*DATASET RECORDS*.
::::::::::

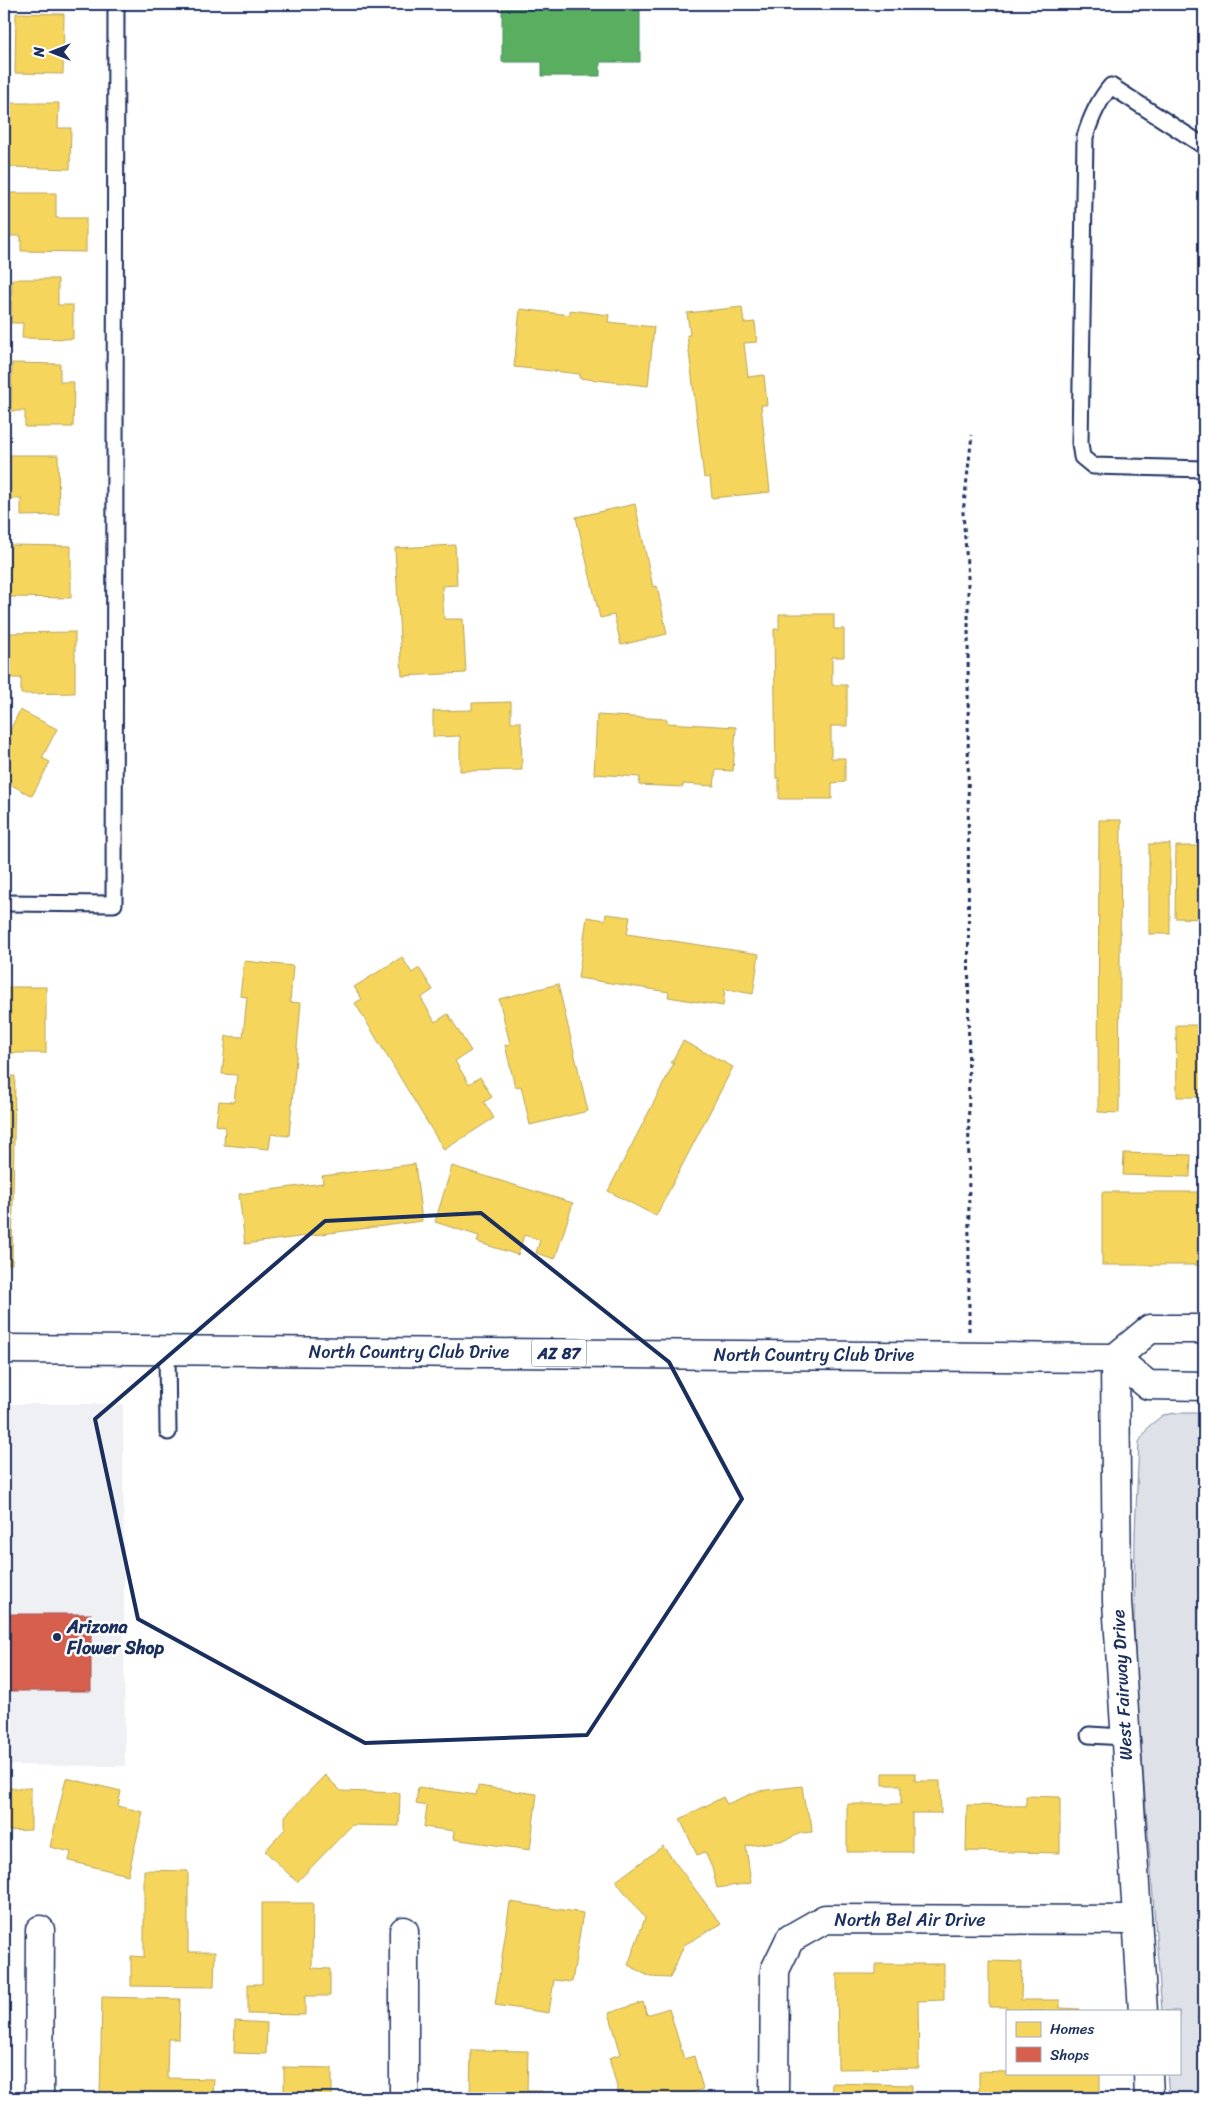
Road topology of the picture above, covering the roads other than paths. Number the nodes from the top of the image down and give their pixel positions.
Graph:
1 (116, 4) edge
2 (1204, 146) edge
3 (1204, 469) edge
4 (4, 903) edge
5 (1204, 1329) edge
6 (4, 1349) edge
7 (167, 1350) junction
8 (1115, 1358) junction
9 (1204, 1386) edge
10 (168, 1432) dead end
11 (1089, 1736) dead end
12 (1124, 1737) junction
13 (1137, 1920) junction
14 (40, 1930) dead end
15 (404, 1931) dead end
16 (1143, 2010) edge
17 (1148, 2074) edge
18 (39, 2098) edge
19 (404, 2098) edge
20 (774, 2098) edge
21 (1149, 2098) edge

1 - 4 lane
2 - 3 lane
5 - 8 street
6 - 7 street, North Country Club Drive / AZ 87
7 - 8 street, North Country Club Drive / AZ 87
7 - 10 lane
8 - 9 street
8 - 12 street, West Fairway Drive
11 - 12 lane
12 - 13 street, West Fairway Drive
13 - 16 street, West Fairway Drive
13 - 20 street, North Bel Air Drive
14 - 18 street
15 - 19 street
17 - 21 street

::::::::::

*WHAT THE TASK REQUIRES*.
Output nothing but the number of lines in the data containing the string "street".

*SOLUTION BELOW*.
11